My take on the results: I’m not a doctor, but dissecting questions, tone, and independent commentary I’ve reviewed from the results, I think they were better than expected and show etrasimod as a legit challenger to ozanimod, and other treatments for UC. One differentiator is that management doesn’t think etrasimod needs to be titrated. Given there were only two cases of AV block, that both were on day one and resolved on their own, and weren’t SAEs, it seems likely the FDA would agree (speaking as a non-doctor!). The trial results also suggest etrasimod could be effective in patients with Crohn’s Disease. I think we should add that to the list of likely target indications, in addition to ongoing Phase 2 trials for pyoderma gangrenosum (PG) and primary biliary cholangitis (PBC).
Where do we go from here?
We want to see where the pricing for this secondary offering comes in.
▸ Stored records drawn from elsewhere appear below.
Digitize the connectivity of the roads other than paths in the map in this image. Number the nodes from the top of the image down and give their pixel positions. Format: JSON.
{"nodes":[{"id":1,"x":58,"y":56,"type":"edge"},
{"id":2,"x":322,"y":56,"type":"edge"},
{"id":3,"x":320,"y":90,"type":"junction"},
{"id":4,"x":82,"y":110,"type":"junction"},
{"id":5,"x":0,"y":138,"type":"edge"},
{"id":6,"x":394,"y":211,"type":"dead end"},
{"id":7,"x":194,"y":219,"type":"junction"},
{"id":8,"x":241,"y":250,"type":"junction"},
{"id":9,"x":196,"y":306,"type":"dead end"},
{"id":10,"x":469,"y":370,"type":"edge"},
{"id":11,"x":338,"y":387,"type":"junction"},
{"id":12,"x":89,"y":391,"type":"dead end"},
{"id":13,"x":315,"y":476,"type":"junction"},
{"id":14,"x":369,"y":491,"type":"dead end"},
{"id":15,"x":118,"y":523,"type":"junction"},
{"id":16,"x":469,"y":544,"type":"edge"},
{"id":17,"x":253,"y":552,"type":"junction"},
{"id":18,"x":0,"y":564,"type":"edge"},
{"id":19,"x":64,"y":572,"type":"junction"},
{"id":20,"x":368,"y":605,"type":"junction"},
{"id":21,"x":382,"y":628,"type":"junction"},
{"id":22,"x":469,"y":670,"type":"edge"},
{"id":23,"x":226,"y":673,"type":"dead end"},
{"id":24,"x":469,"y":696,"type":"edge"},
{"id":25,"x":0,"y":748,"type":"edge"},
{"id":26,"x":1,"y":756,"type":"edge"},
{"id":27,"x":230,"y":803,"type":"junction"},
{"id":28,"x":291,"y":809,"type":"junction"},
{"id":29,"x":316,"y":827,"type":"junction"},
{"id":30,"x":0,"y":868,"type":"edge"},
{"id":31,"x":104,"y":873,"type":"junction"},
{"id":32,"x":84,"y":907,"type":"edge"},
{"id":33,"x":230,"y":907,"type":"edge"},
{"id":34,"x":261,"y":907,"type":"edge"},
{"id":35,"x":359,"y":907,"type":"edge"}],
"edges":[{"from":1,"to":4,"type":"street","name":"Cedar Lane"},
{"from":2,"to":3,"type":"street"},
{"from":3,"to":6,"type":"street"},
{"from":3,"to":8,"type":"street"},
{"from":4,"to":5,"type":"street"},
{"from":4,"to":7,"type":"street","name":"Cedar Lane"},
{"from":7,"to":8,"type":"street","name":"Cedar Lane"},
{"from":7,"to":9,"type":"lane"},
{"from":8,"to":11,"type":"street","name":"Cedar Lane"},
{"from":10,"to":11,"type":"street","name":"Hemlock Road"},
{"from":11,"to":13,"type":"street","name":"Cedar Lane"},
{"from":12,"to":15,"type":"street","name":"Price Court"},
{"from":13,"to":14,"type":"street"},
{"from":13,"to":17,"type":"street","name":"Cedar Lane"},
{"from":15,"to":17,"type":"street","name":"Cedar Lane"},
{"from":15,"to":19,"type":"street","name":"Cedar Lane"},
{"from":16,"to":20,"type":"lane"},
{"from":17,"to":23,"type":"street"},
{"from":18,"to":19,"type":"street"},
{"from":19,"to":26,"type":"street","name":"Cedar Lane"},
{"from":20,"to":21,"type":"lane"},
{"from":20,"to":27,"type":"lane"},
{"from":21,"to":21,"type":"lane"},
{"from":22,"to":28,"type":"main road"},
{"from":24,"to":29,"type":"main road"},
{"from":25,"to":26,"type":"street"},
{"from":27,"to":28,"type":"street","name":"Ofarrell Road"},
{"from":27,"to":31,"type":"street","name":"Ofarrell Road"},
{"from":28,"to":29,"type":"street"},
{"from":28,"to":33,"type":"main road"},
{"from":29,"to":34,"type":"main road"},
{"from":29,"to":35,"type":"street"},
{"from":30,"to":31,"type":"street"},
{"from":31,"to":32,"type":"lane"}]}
Given that many of the investment banks that have just upped their price targets for Arena will also help move the new shares, I think the dilution is priced in. Also, the risk of another offering in the near-term (six months) is basically off the table, which should get us through the Phase 2 readout for APD371 for pain associated with Crohn’s disease (expected in April – June), the beginning of the Phase 3 trial (and important updates on trial design) for ralinepag for PAH (should be enrolling in the second half of 2018), the release of full results from the Phase 2 etrasimod in UC data (to be released in a medical venue), and, potentially (though no date has been set) some more info on the PG and PBC trials (which are currently enrolling).
In other words, there’s a lot of incremental data that can add value to the company if/as confidence in the POS for both ralinepag and etrasimod goes up. The biggest catalyst will likely be the data from the APD371 trial, which thus far has been assigned very limited value.
Do we buy, hold or sell?
I’m keeping Arena at buy, as I have since I first recommended it near $39 in early-February. That’s only 4% below where the stock is today due to the post-earnings report selloff! The story has only gotten better, and the chances of pipeline success has only gone up since I picked up coverage of the stock. Why change now?
That said, as is always the case with biotech, take things one step at a time and average in. This isn’t like our software stocks, which grow in value gradually as revenue, EPS, customer count and product offerings expand month by month. Development stage biotech stocks like Arena have more of a stair-stepping value-adding (or destroying) profile.
Since there are so many unknowns and we don’t have a crystal ball, the best way to avoid buying before a step down – and increase your chances of owning before a step up – is to simply spread out your purchases.
Arena Pharmaceuticals (ARNA) remains a buy. BUY.